Quarta critica all’dea che ora bisognasse “usare la medicina della misericordia piuttosto che quella della condanna”. Ma la prima misericordia – scrive Biffi – è “la misericordia della verità”; e questa “non può essere esercitata senza la condanna esplicita, ferma, costante di ogni travisamento e di ogni alterazione del ‘deposito’ della fede” (p. 184).
Si tratta di quattro obiezioni riconducili a una: perché tutte girano intorno all’atteggiamento da tenere nei confronti del mondo esterno alla Chiesa e in particolare nei confronti degli “errori” che chiedono condanna. Il cardinale segnala dunque un eccesso di fiducia, o di ottimismo, che accompagnava “il coraggio e lo slancio di questo ‘giovane’ successore di Pietro”. E qui viene opportuno ricordare come anche Papa Wojtyla una volta abbia detto che Giovanni XXIII era restato “giovane nella mente e nel cuore come per un prodigio di natura”.
Il cardinale Biffi con questi rilievi si direbbe che prepari il lettore all’ultima pagina del suo libro di memorie, dove riporta quanto ebbe a dire in una delle congregazioni generali del preconclave del 2005, un appello al “futuro Papa” perché “si renda conto dello stato di confusione, di disorientamento, di smarrimento che affligge in questi anni il popolo di Dio” – e trova il modo di esprimere la propria “vibrante gratitudine” al cardinale Ratzinger per la Dominus Jesus (2000), un documento che “è stato contestato a tutti i livelli dell’azione pastorale, dell’insegnamento teologico, della gerarchia” (p. 615).
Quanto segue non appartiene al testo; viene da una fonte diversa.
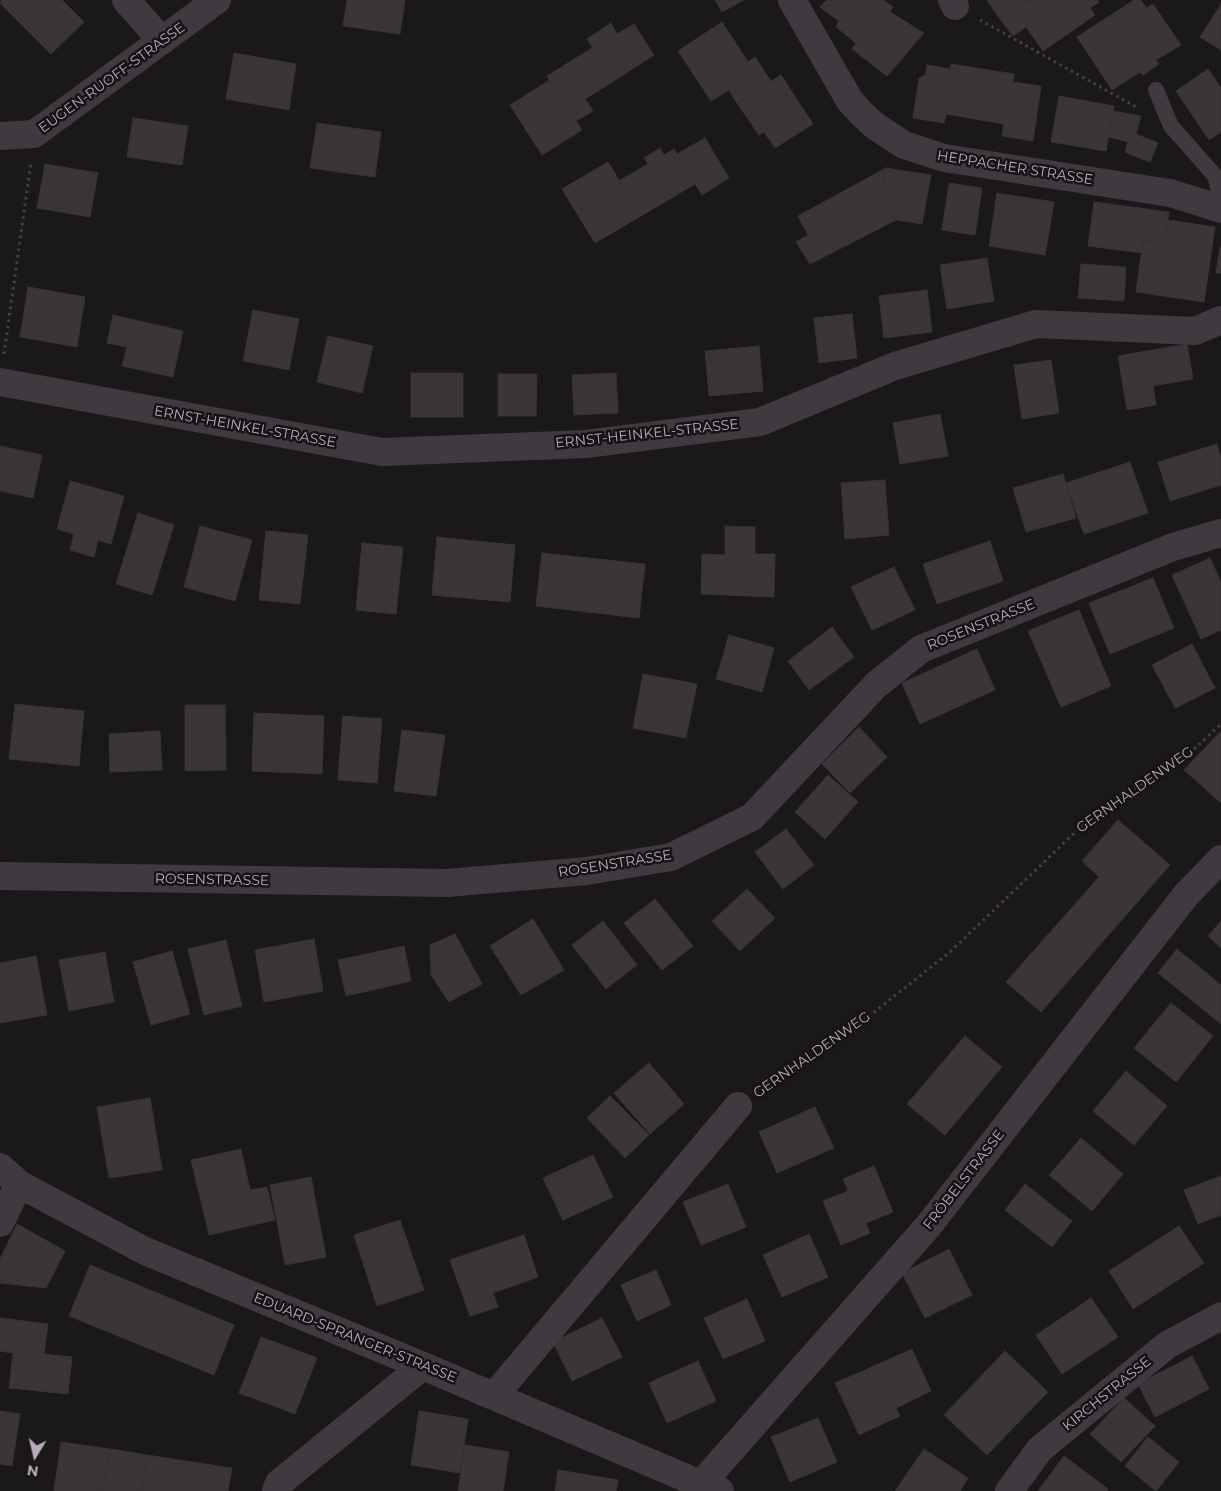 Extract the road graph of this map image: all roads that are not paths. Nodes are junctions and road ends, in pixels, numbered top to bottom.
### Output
1 (126, 0) edge
2 (217, 0) edge
3 (792, 0) edge
4 (162, 41) junction
5 (1156, 90) dead end
6 (0, 136) edge
7 (1221, 205) edge
8 (1221, 209) edge
9 (1221, 320) edge
10 (1, 372) edge
11 (1221, 533) edge
12 (1221, 859) edge
13 (0, 876) edge
14 (738, 1106) road end
15 (9, 1175) edge
16 (0, 1223) edge
17 (1221, 1316) edge
18 (423, 1366) junction
19 (494, 1396) junction
20 (705, 1489) edge
21 (276, 1491) edge
22 (1009, 1491) edge

1 - 4 street
2 - 4 street, EUGEN-RUOFF-STRASSE
3 - 8 street, HEPPACHER STRASSE
4 - 6 street, EUGEN-RUOFF-STRASSE
5 - 7 lane
9 - 10 street, ERNST-HEINKEL-STRASSE
11 - 13 street, ROSENSTRASSE
12 - 20 street, FRÖBELSTRASSE
14 - 19 street, GERNHALDENWEG
15 - 16 street
15 - 18 street, EDUARD-SPRANGER-STRASSE
17 - 22 street, KIRCHSTRASSE
18 - 19 street, EDUARD-SPRANGER-STRASSE
18 - 21 street
19 - 20 street, EDUARD-SPRANGER-STRASSE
Nel suo atteggiamento fiducioso Giovanni XXIII è stato seguito da Paolo VI per i primi tre-quattro anni del Pontificato – poi Papa Montini, negli anni della contestazione giovanile e anche ecclesiale, nonché dell’incipiente crisi vocazionale e disciplinare dell’intera compagine cattolica, si fece più guardingo e su una linea di cautela si è mantenuto Giovanni Paolo II, forse attenuata dall’impeto della sua passione per la missione. Alla cautela montiniana sta oggi pienamente tornando Benedetto XVI e dunque possiamo dire che da Giovanni XXIII ci è venuto l’input più fiducioso che ancora segna e marca questa stagione ondivaga del rinnovamento cattolico.
Mai esso è strato confutato o ritrattato dai successori, ma è anche vero che non è stato più il sentimento dominante del Pontificato romano dal 1967-1968 in poi.

Conclusione

Nel confronto con i predecessori e i successori, Papa Giovanni ci appare caratterizzato da due elementi principali: la fede nella Provvidenza che guida la storia e la fiducia negli uomini che ne sono protagonisti. Dall’incontro tra questi due “doni” deriva la sua preoccupazione di rivolgersi a tutti gli uomini e di disporre la Chiesa cattolica a un serio atteggiamento di servizio nei loro confronti.
Tale ansia di apostolo ispirò le due principali imprese del suo Pontificato: la convocazione del Concilio e la “Pacem in terris”. Da quella convocazione si direbbe che la cattolicità viva in perenne stato di concilio: l’interrogativo su come arrivare con il Vangelo all’uomo d’oggi non è stato più abbandonato. E anche non è mai caduto l’impegno della cattolicità al servizio della pace.
Possiamo concludere che nei suoi elementi fondamentali quell’urgenza evangelica risvegliata nel corpo ecclesiale da Papa Giovanni sia giunta fino a noi e costituisca tutt’oggi una delle luci più preziose per il nostro cammino.